## Available data
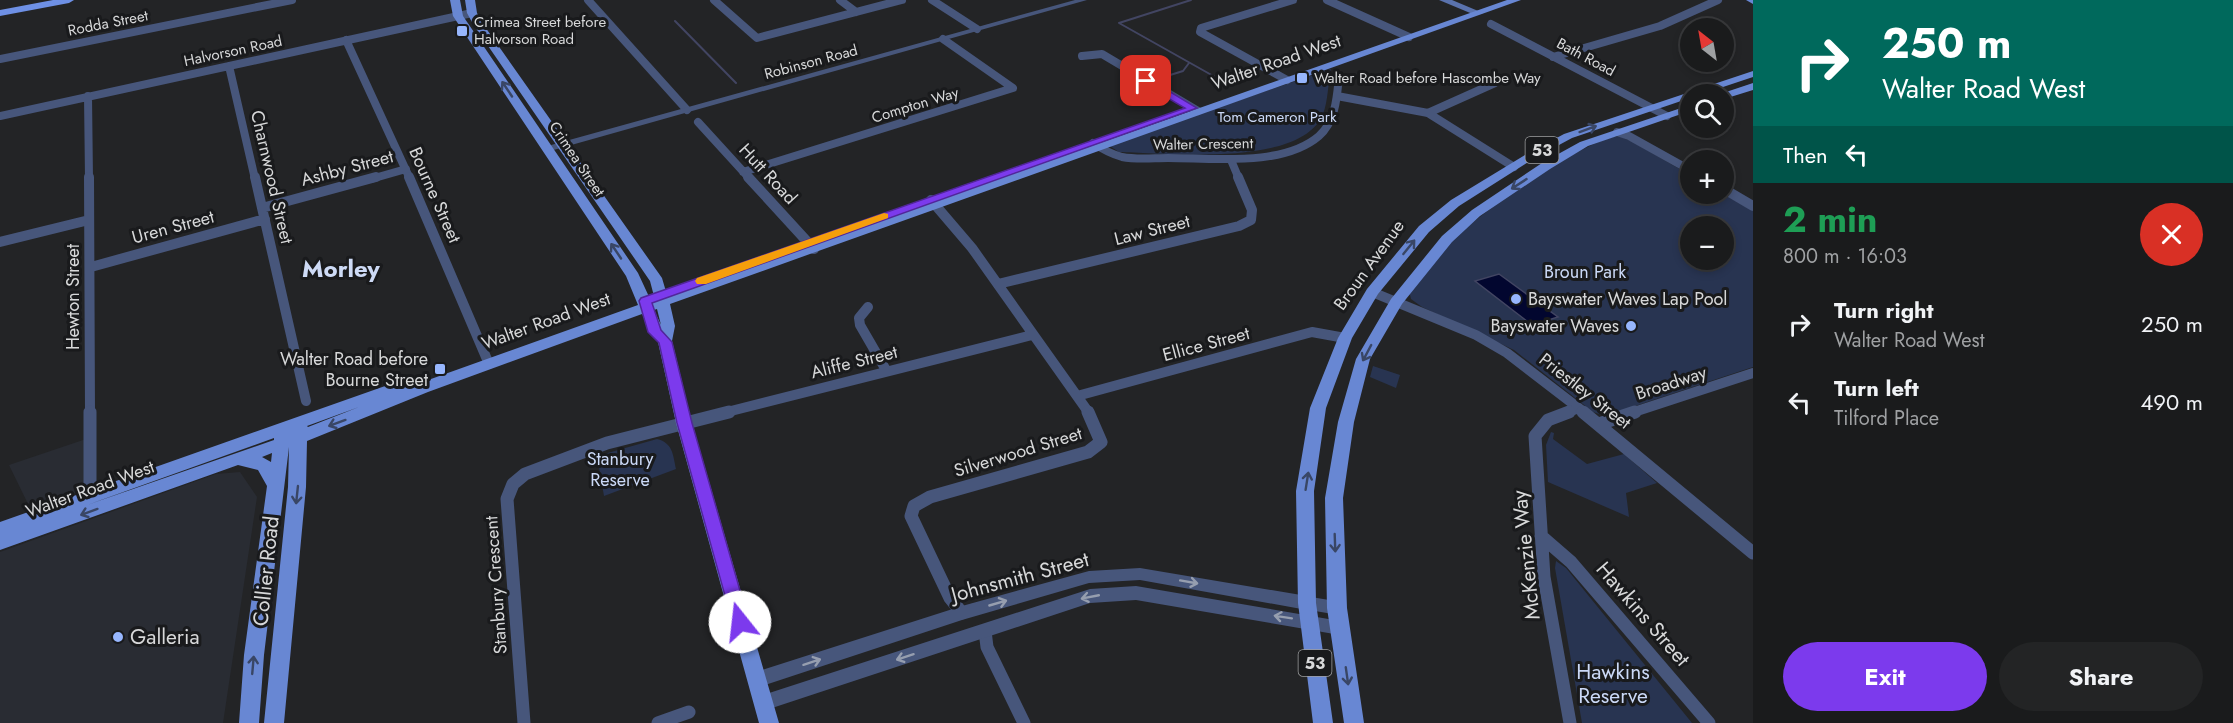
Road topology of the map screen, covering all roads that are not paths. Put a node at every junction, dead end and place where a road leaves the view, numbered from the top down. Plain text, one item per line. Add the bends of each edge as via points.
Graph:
1 (37, 0) edge
2 (69, 0) edge
3 (292, 0) edge
4 (455, 0) edge
5 (470, 0) edge
6 (588, 0) edge
7 (714, 0) edge
8 (840, 0) edge
9 (902, 0) edge
10 (932, 0) edge
11 (1083, 0) edge
12 (1293, 0) edge
13 (1327, 0) edge
14 (1442, 0) edge
15 (1497, 0) edge
16 (1516, 0) edge
17 (1718, 0) edge
18 (0, 7) edge
19 (856, 12) junction
20 (1471, 12) junction
21 (0, 13) edge
22 (472, 13) junction
23 (458, 16) junction
24 (1491, 24) dead end
25 (977, 30) junction
26 (1405, 35) junction
27 (943, 39) junction
28 (346, 40) junction
29 (1082, 56) dead end
30 (1553, 57) junction
31 (0, 59) edge
32 (230, 66) junction
33 (1753, 74) edge
34 (1340, 76) dead end
35 (1284, 78) junction
36 (1496, 83) dead end
37 (1753, 86) edge
38 (1734, 93) edge
39 (88, 96) junction
40 (1337, 96) junction
41 (1648, 108) junction
42 (687, 110) junction
43 (1195, 110) junction
44 (1680, 111) edge
45 (1428, 113) junction
46 (0, 116) edge
47 (1667, 116) junction
48 (698, 122) dead end
49 (1617, 132) junction
50 (562, 145) junction
51 (1096, 145) junction
52 (547, 149) junction
53 (1231, 160) junction
54 (1680, 164) edge
55 (1514, 167) junction
56 (406, 169) junction
57 (743, 172) junction
58 (1734, 195) edge
59 (934, 203) junction
60 (1753, 206) edge
61 (262, 208) junction
62 (265, 219) junction
63 (89, 220) junction
64 (0, 242) edge
65 (811, 245) junction
66 (91, 267) junction
67 (998, 284) junction
68 (1372, 292) junction
69 (662, 299) junction
70 (1396, 302) junction
71 (646, 304) junction
72 (868, 307) dead end
73 (1032, 334) junction
74 (1345, 338) junction
75 (665, 342) junction
76 (488, 360) junction
77 (886, 370) junction
78 (1753, 373) edge
79 (1077, 396) junction
80 (306, 401) dead end
81 (1579, 408) junction
82 (684, 423) junction
83 (1599, 424) junction
84 (292, 433) junction
85 (225, 463) junction
86 (276, 486) junction
87 (90, 497) junction
88 (0, 529) edge
89 (1541, 536) junction
90 (0, 543) edge
91 (1753, 553) edge
92 (1337, 608) junction
93 (1308, 612) junction
94 (962, 613) junction
95 (1340, 628) junction
96 (985, 631) junction
97 (756, 680) junction
98 (763, 703) junction
99 (689, 712) dead end
100 (249, 723) edge
101 (274, 723) edge
102 (525, 723) edge
103 (658, 723) edge
104 (769, 723) edge
105 (1024, 723) edge
106 (1323, 723) edge
107 (1354, 723) edge
108 (1570, 723) edge
109 (1709, 723) edge

1 - 18 highway
2 - 21 highway
3 - 31 street, Rodda Street
4 - 23 main road, Crimea Street
5 - 22 main road, Crimea Street
6 - 42 street
7 - 19 street via 757,38
8 - 19 street
9 - 19 street
10 - 25 street
11 - 25 street, Robinson Road
12 - 35 street via 1200,28 1200,32
13 - 26 street
14 - 20 main road
15 - 20 main road, Walter Road West
16 - 20 main road, Walter Road West
17 - 30 street via 1660,26
20 - 26 main road, Walter Road West
22 - 23 street, Halvorson Road
22 - 50 main road, Crimea Street
23 - 28 street, Halvorson Road
52 -> 23 main road, Crimea Street
24 - 30 street, Bath Road
25 - 27 street, Robinson Road
26 - 35 main road, Walter Road West
27 - 42 street, Robinson Road
27 - 57 street, Compton Way via 1013,88
28 - 32 street, Halvorson Road
28 - 56 street, Bourne Street
29 - 43 street via 1102,54
30 - 41 street, Bath Road
32 - 39 street, Halvorson Road
32 - 61 street, Charnwood Street
33 - 41 main road, Broun Avenue / 53
34 - 40 street, Walter Crescent
35 - 43 main road, Walter Road West
36 - 45 street
37 - 38 main road
39 - 46 street, Halvorson Road
39 - 63 street, Hewton Street
40 - 45 street
40 - 53 street, Walter Crescent via 1333,119 1318,137 1298,148
41 - 47 street, Bath Road
55 -> 41 main road, Broun Avenue / 53 via 1568,136
42 - 50 street, Robinson Road
43 - 51 main road, Walter Road West
44 - 47 main road, 53
45 - 55 street
47 - 49 main road, 53
48 - 57 street, Hutt Road
49 - 54 street
49 -> 70 main road, 53 via 1584,144 1476,213 1447,239
50 - 52 street, Robinson Road
50 - 69 main road, Crimea Street via 657,281
51 - 53 street, Walter Crescent via 1125,157
51 - 59 main road, Walter Road West
71 -> 52 main road, Crimea Street via 633,276
53 - 67 street, Law Street via 1252,210 1251,220
68 -> 55 main road, Broun Avenue / 53 via 1424,229 1455,203
56 - 61 street, Ashby Street
56 - 76 street, Bourne Street
57 - 65 street, Hutt Road
58 - 60 street
59 - 65 main road, Walter Road West
59 - 67 street, Silverwood Street
61 - 62 street, Charnwood Street
62 - 66 street, Uren Street
62 - 80 street, Charnwood Street
63 - 64 street
63 - 66 street, Hewton Street
65 - 69 main road, Walter Road West
66 - 87 street, Hewton Street
67 - 73 street, Silverwood Street
68 - 70 street, Priestley Street
68 - 74 main road, Broun Avenue / 53
69 - 71 main road, Walter Road West
69 - 75 main road, Crimea Street via 668,326
70 - 81 street, Priestley Street via 1476,335 1507,353
70 -> 92 main road, 53 via 1363,359 1346,422 1334,498
71 - 75 main road, Crimea Street via 655,332
71 - 76 main road, Walter Road West
72 - 77 street via 860,325
73 - 77 street, Aliffe Street
73 - 79 street, Silverwood Street
74 - 79 street, Ellice Street via 1312,332
93 -> 74 main road, Broun Avenue / 53 via 1305,491 1318,408
75 - 82 main road, Crimea Street
76 - 84 main road, Walter Road West
77 - 82 street, Aliffe Street
78 - 83 street, Broadway
79 - 94 street, Silverwood Street via 1101,442 1088,452 930,497 914,506 911,516 950,598
81 - 83 street, Priestley Street
81 - 89 street, McKenzie Way via 1548,420 1535,436
82 - 97 main road, Crimea Street
82 - 102 street, Stanbury Crescent via 572,455 525,474 509,491
83 - 91 street, Priestley Street
84 - 85 main road, Walter Road West
84 - 86 main road, Collier Road
84 - 87 main road, Walter Road West
84 -> 101 main road, Collier Road via 297,488
85 - 86 main road via 259,462 271,471
85 -> 90 main road, Walter Road West
100 -> 86 main road, Collier Road
87 - 88 main road, Walter Road West
89 - 108 street, McKenzie Way via 1544,577
89 - 109 street, Hawkins Street via 1571,562
92 - 93 street, Johnsmith Street
92 - 95 main road, 53
94 -> 93 street, Johnsmith Street via 1089,577 1140,574
93 - 95 street, Johnsmith Street
93 -> 96 street, Johnsmith Street via 1136,593 1090,596
93 - 106 main road, Broun Avenue / 53
97 -> 94 street, Johnsmith Street
95 -> 107 main road, 53
96 -> 98 street, Johnsmith Street
96 - 105 street via 987,647
97 - 98 main road, Crimea Street
98 - 104 main road, Crimea Street
99 - 103 street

## Work instructions
Look through the entries for the string "Charnwood". Every line that has it belongs in the answer.

## Written response
32 - 61 street, Charnwood Street
61 - 62 street, Charnwood Street
62 - 80 street, Charnwood Street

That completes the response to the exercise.